**Dataset excerpts**.
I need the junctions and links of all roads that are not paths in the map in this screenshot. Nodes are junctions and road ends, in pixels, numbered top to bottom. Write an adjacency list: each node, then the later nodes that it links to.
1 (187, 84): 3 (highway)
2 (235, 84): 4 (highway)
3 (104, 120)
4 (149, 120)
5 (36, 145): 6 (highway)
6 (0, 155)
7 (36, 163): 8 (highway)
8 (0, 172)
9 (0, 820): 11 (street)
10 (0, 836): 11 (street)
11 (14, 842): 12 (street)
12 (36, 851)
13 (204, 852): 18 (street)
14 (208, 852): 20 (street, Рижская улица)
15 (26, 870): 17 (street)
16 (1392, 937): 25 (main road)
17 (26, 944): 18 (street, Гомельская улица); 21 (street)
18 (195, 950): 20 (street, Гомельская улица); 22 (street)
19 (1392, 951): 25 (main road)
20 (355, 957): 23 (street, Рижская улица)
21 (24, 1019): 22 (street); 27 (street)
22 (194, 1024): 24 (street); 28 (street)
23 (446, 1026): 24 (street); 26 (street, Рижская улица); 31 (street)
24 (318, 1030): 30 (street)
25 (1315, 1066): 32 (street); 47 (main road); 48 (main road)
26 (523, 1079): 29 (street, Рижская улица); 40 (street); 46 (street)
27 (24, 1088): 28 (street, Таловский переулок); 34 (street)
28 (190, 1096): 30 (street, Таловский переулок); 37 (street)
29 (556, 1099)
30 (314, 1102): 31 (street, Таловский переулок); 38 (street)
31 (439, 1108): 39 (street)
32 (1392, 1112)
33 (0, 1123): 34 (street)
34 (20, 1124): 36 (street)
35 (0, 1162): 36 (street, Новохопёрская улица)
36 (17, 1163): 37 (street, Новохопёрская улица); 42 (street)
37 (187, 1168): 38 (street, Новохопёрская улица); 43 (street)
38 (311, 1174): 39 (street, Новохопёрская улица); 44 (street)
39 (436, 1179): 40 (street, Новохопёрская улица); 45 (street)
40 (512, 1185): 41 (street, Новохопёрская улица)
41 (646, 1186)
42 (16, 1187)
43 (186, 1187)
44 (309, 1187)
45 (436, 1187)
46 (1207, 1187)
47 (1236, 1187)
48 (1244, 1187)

**Activity**. The entries above are to be transcribed in full and without error.

**Reply to the exercise**.
I need the junctions and links of all roads that are not paths in the map in this screenshot. Nodes are junctions and road ends, in pixels, numbered top to bottom. Write an adjacency list: each node, then the later nodes that it links to.
1 (187, 84): 3 (highway)
2 (235, 84): 4 (highway)
3 (104, 120)
4 (149, 120)
5 (36, 145): 6 (highway)
6 (0, 155)
7 (36, 163): 8 (highway)
8 (0, 172)
9 (0, 820): 11 (street)
10 (0, 836): 11 (street)
11 (14, 842): 12 (street)
12 (36, 851)
13 (204, 852): 18 (street)
14 (208, 852): 20 (street, Рижская улица)
15 (26, 870): 17 (street)
16 (1392, 937): 25 (main road)
17 (26, 944): 18 (street, Гомельская улица); 21 (street)
18 (195, 950): 20 (street, Гомельская улица); 22 (street)
19 (1392, 951): 25 (main road)
20 (355, 957): 23 (street, Рижская улица)
21 (24, 1019): 22 (street); 27 (street)
22 (194, 1024): 24 (street); 28 (street)
23 (446, 1026): 24 (street); 26 (street, Рижская улица); 31 (street)
24 (318, 1030): 30 (street)
25 (1315, 1066): 32 (street); 47 (main road); 48 (main road)
26 (523, 1079): 29 (street, Рижская улица); 40 (street); 46 (street)
27 (24, 1088): 28 (street, Таловский переулок); 34 (street)
28 (190, 1096): 30 (street, Таловский переулок); 37 (street)
29 (556, 1099)
30 (314, 1102): 31 (street, Таловский переулок); 38 (street)
31 (439, 1108): 39 (street)
32 (1392, 1112)
33 (0, 1123): 34 (street)
34 (20, 1124): 36 (street)
35 (0, 1162): 36 (street, Новохопёрская улица)
36 (17, 1163): 37 (street, Новохопёрская улица); 42 (street)
37 (187, 1168): 38 (street, Новохопёрская улица); 43 (street)
38 (311, 1174): 39 (street, Новохопёрская улица); 44 (street)
39 (436, 1179): 40 (street, Новохопёрская улица); 45 (street)
40 (512, 1185): 41 (street, Новохопёрская улица)
41 (646, 1186)
42 (16, 1187)
43 (186, 1187)
44 (309, 1187)
45 (436, 1187)
46 (1207, 1187)
47 (1236, 1187)
48 (1244, 1187)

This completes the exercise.